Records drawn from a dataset
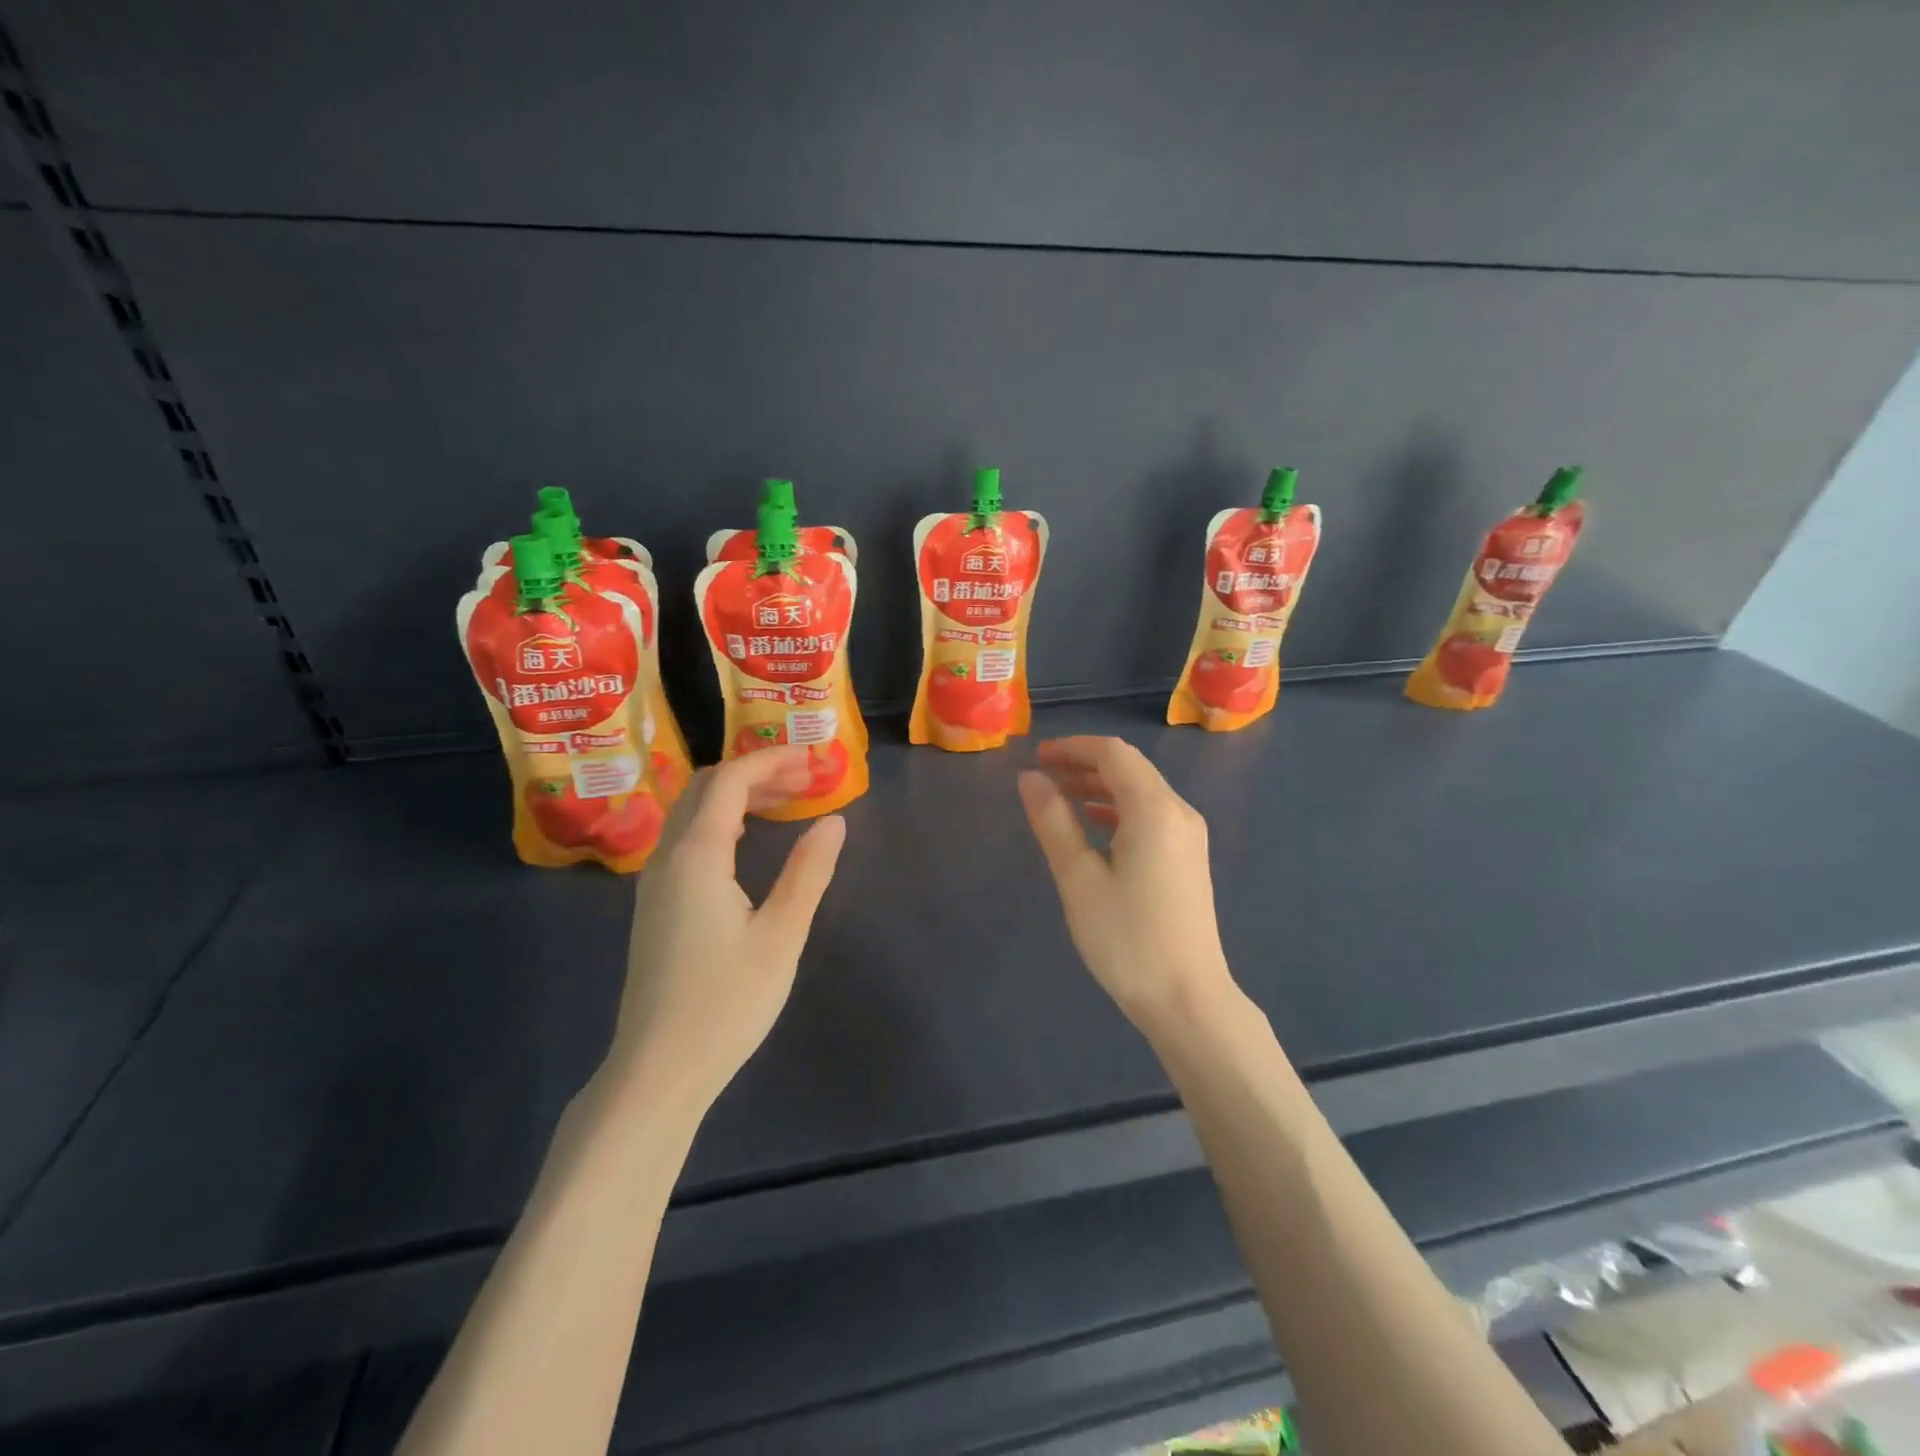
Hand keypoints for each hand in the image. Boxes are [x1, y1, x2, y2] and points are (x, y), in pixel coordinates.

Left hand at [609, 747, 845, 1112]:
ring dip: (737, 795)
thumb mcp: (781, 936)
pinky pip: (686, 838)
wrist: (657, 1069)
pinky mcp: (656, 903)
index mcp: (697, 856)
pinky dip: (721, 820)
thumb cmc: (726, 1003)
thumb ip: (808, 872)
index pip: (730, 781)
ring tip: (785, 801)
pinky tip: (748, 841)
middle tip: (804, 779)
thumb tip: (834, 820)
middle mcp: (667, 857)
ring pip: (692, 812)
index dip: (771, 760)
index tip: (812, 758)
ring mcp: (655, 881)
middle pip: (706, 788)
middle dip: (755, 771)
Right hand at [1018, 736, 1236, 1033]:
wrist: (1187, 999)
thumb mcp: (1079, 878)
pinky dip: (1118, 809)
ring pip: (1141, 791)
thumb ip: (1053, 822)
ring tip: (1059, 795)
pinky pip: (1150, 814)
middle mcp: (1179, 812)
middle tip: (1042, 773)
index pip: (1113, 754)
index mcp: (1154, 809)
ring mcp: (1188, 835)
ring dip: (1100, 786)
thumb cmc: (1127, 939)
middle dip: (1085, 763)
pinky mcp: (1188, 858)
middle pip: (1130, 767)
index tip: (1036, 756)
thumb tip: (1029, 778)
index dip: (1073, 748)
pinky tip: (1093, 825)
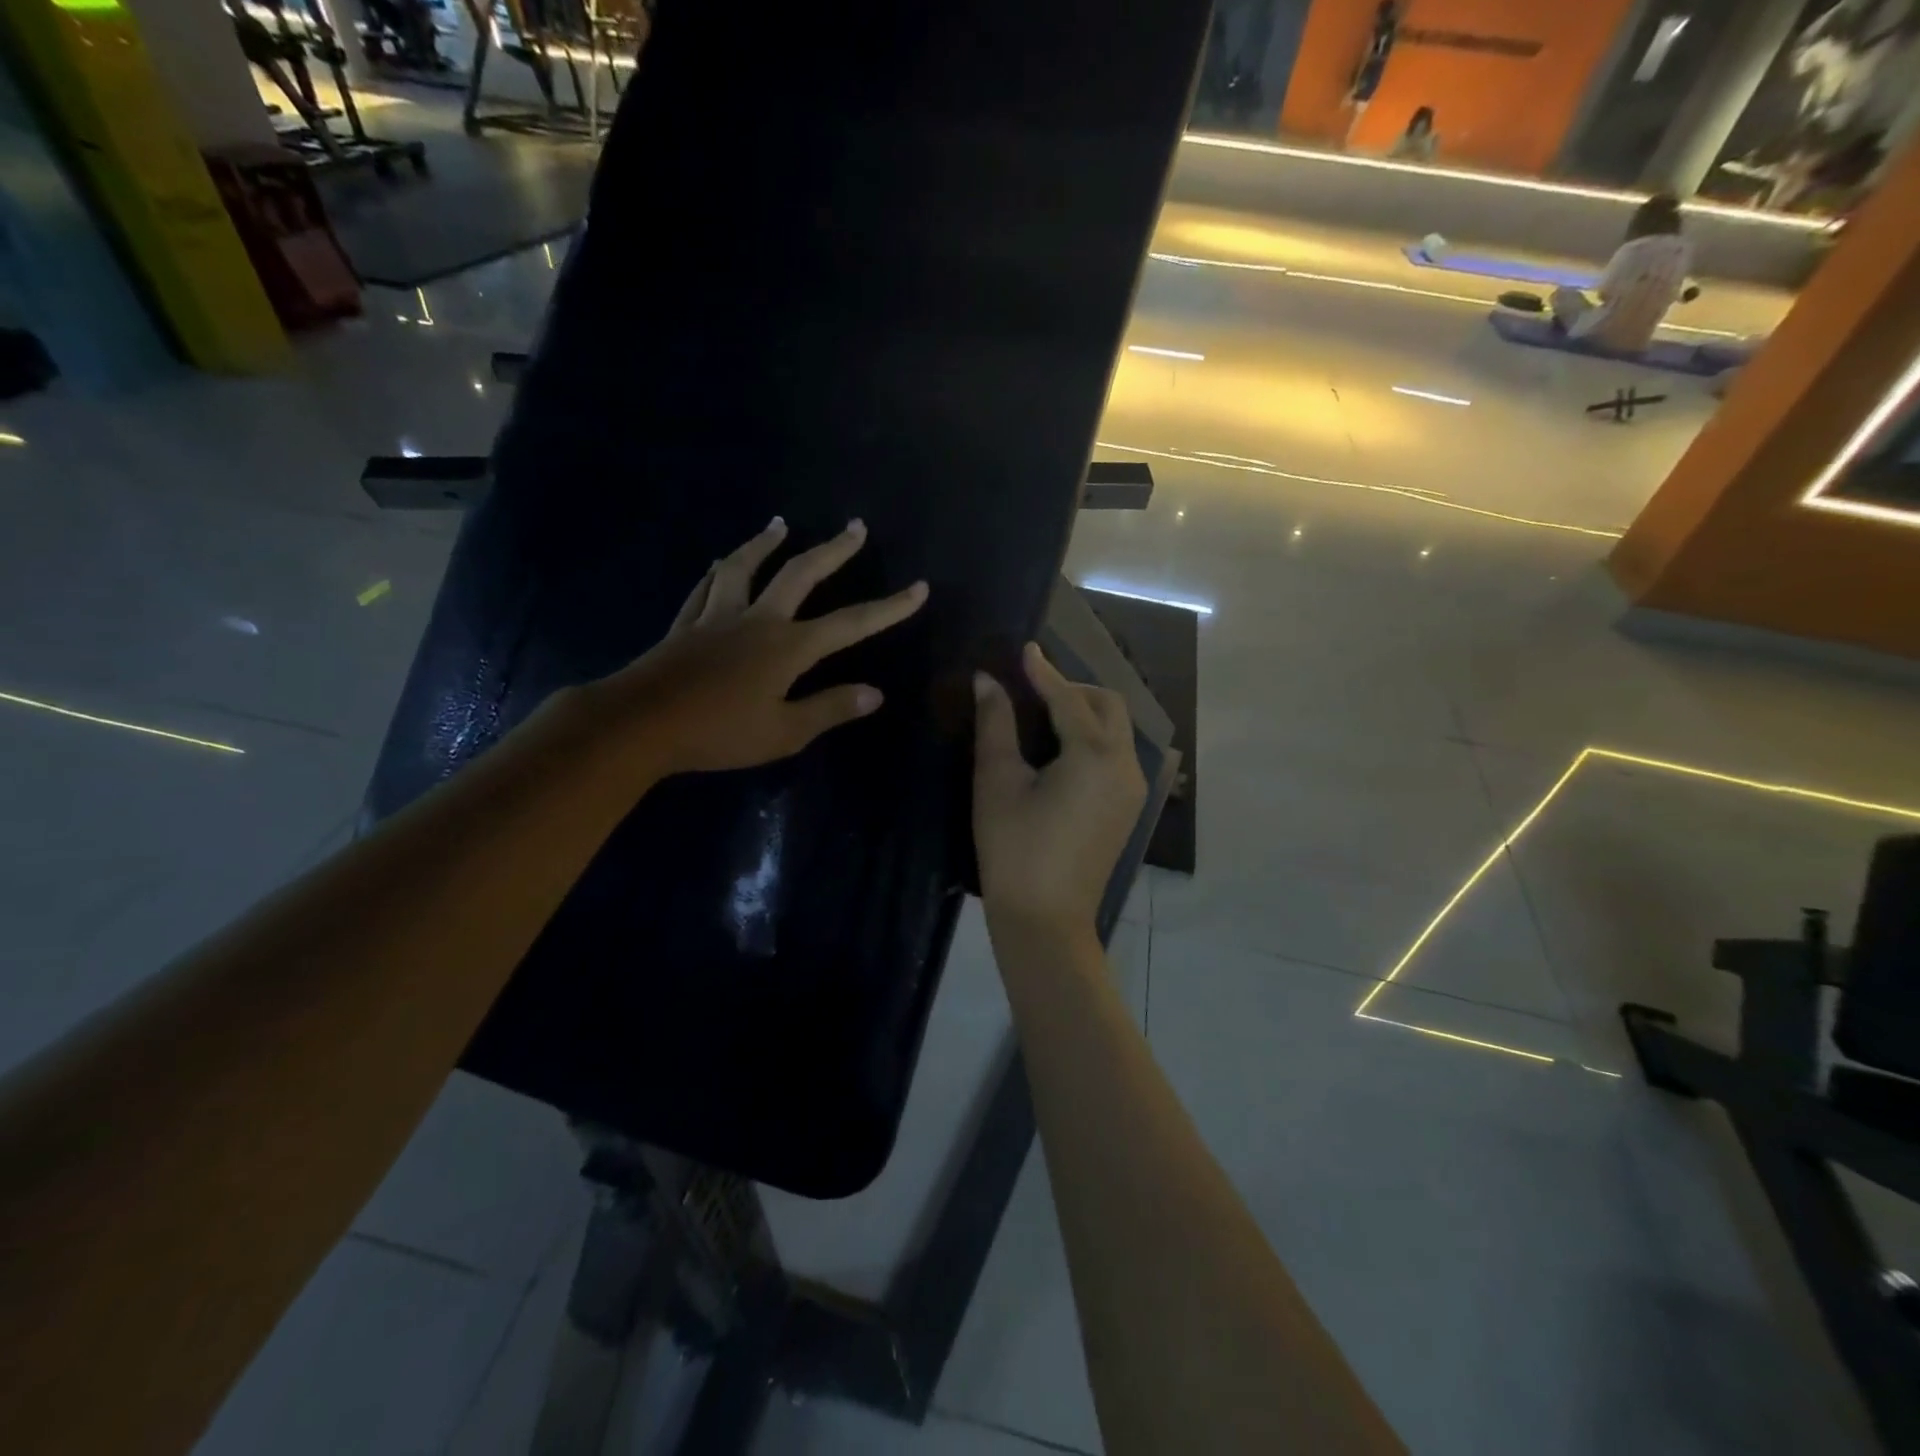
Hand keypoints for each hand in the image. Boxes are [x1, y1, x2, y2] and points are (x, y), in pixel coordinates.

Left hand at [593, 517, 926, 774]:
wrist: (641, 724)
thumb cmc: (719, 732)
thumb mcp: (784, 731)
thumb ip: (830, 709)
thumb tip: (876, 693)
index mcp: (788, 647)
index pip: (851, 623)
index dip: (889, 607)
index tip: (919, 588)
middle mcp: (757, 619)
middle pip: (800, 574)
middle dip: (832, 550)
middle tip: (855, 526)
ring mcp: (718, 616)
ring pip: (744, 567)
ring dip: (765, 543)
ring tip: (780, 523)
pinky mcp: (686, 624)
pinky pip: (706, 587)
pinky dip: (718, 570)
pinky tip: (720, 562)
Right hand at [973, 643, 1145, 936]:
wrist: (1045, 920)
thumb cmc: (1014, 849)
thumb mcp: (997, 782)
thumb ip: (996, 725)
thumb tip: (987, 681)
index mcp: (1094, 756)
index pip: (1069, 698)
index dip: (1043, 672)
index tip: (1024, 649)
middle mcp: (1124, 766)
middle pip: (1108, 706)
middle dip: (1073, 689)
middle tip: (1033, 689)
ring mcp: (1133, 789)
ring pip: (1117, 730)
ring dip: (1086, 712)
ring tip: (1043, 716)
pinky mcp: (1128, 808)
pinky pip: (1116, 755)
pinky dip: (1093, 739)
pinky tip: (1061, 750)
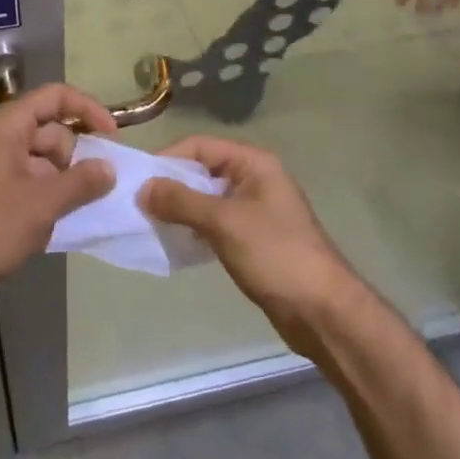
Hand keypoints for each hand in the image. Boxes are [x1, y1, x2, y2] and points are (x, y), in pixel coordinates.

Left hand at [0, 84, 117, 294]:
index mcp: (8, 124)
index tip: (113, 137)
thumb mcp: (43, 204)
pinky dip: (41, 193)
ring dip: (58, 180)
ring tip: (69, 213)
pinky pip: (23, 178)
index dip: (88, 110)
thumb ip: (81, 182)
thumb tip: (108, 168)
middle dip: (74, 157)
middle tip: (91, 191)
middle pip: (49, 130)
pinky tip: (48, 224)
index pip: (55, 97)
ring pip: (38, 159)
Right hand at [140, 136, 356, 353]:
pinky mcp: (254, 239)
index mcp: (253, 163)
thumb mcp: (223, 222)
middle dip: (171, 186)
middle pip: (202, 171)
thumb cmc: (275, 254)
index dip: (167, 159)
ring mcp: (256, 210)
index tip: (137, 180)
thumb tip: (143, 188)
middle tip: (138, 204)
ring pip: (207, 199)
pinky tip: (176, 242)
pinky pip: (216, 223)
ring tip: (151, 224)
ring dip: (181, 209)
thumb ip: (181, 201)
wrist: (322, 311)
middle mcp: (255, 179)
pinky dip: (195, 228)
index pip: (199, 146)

**Required work**
Exact copy, no pictures: please print the data above once more.

**Expected answer**
Hand keypoints for each hand in the image. Boxes are [x1, y1, x2, y2] and points are (x, y), in pixel coordinates.

Left hand at [609, 747, 845, 1112]:
ring dip: (737, 795)
thumb mcp: (781, 936)
pinky pip: (686, 838)
wrist: (657, 1069)
pinky mcp: (656, 903)
index mcp: (697, 856)
pinky dip: (721, 820)
thumb cmc: (726, 1003)
thumb ip: (808, 872)
index pip: (730, 781)
ring tip: (785, 801)
pinky tip: (748, 841)
middle tip: (804, 779)
thumb tip: (834, 820)
middle mcp: (667, 857)
ring pip: (692, 812)
index dip: (771, 760)
index tip: (812, 758)
ring mcp: (655, 881)
middle pip: (706, 788)
middle dip: (755, 771)
Right hand at [1018, 736, 1236, 1033]:
wrist: (1187, 999)
thumb mcp: (1079, 878)
pinky dip: (1118, 809)
ring pip: (1141, 791)
thumb ip: (1053, 822)
ring tip: (1059, 795)
pinky pip: (1150, 814)
middle mcp: (1179, 812)
middle tip: (1042, 773)
index pip: (1113, 754)
index mcp: (1154, 809)
ring mcp: (1188, 835)
ring dip: (1100, 786)
thumb cmc: (1127, 939)
middle dip: (1085, 763)
pinky mcp: (1188, 858)
middle pip: (1130, 767)
index tip: (1036, 756)
thumb tip: (1029, 778)
index dip: (1073, 748)
pinky tip: (1093, 825)
Hand keypoints for each hand in the image. Boxes are [x1, y1, x2, y2] and points are (x, y), in pixel coordinates.

Left hand at [593, 517, 926, 774]:
wrist: (641, 724)
thumb cmc: (719, 732)
thumb mcp: (784, 731)
thumb ip: (830, 709)
thumb tip: (876, 693)
index mcp: (788, 647)
index pip: (851, 623)
index dip: (889, 607)
index tip: (919, 588)
middle mcp: (757, 619)
middle pip: (800, 574)
middle dip: (832, 550)
middle tip: (855, 526)
ring mcp: (718, 616)
ring pip: (744, 567)
ring dip: (765, 543)
ring tip: (780, 523)
pinky mcp: (686, 624)
pinky pip: (706, 587)
pinky dip: (718, 570)
pinky tip: (720, 562)
Right hand at [973, 643, 1145, 936]:
wrist: (1045, 920)
thumb cmc: (1014, 849)
thumb mcp: (997, 782)
thumb ip: (996, 725)
thumb tip: (987, 681)
index mcp: (1094, 756)
index pip: (1069, 698)
index dip: (1043, 672)
index tip: (1024, 649)
middle mcp: (1124, 766)
middle pip: (1108, 706)
middle dip: (1073, 689)
middle tip: (1033, 689)
ring mcp: (1133, 789)
ring pip: (1117, 730)
ring dip: (1086, 712)
ring tip: (1043, 716)
pinky mcp: (1128, 808)
pinky pip: (1116, 755)
pinky dip: (1093, 739)
pinky tip: (1061, 750)
Hand keypoints for each hand in the image. Boxes are [x1, y1, x2, y2] and points are (x, y), in pixel coordinates.

Left hand at [0, 84, 117, 294]:
index mcp: (8, 124)
index tip: (113, 137)
thumb mcp: (43, 204)
pinky dip: (41, 193)
ring dip: (58, 180)
ring tip: (69, 213)
pinky pip: (23, 178)
index dip: (88, 110)
thumb ip: (81, 182)
thumb tip: (108, 168)
middle dip: (74, 157)
middle tip: (91, 191)
middle pip: (49, 130)
pinky tip: (48, 224)
index pip: (55, 97)
ring pip: (38, 159)
Right hand at [140, 136, 356, 353]:
pinky mcp: (254, 239)
index mcp: (253, 163)
thumb mcp: (223, 222)
middle dip: (171, 186)
middle pip: (202, 171)
thumb cmc: (275, 254)
index dip: (167, 159)
ring mcp: (256, 210)
index tip: (137, 180)
thumb tip: (143, 188)
middle tip: (138, 204)
ring pip: (207, 199)
pinky tip: (176, 242)
pinky pip: (216, 223)
ring tip: (151, 224)
ring dip: (181, 209)
thumb ip: (181, 201)
wrist: (322, 311)
middle mcp: (255, 179)
pinky dip: (195, 228)
index pip: (199, 146)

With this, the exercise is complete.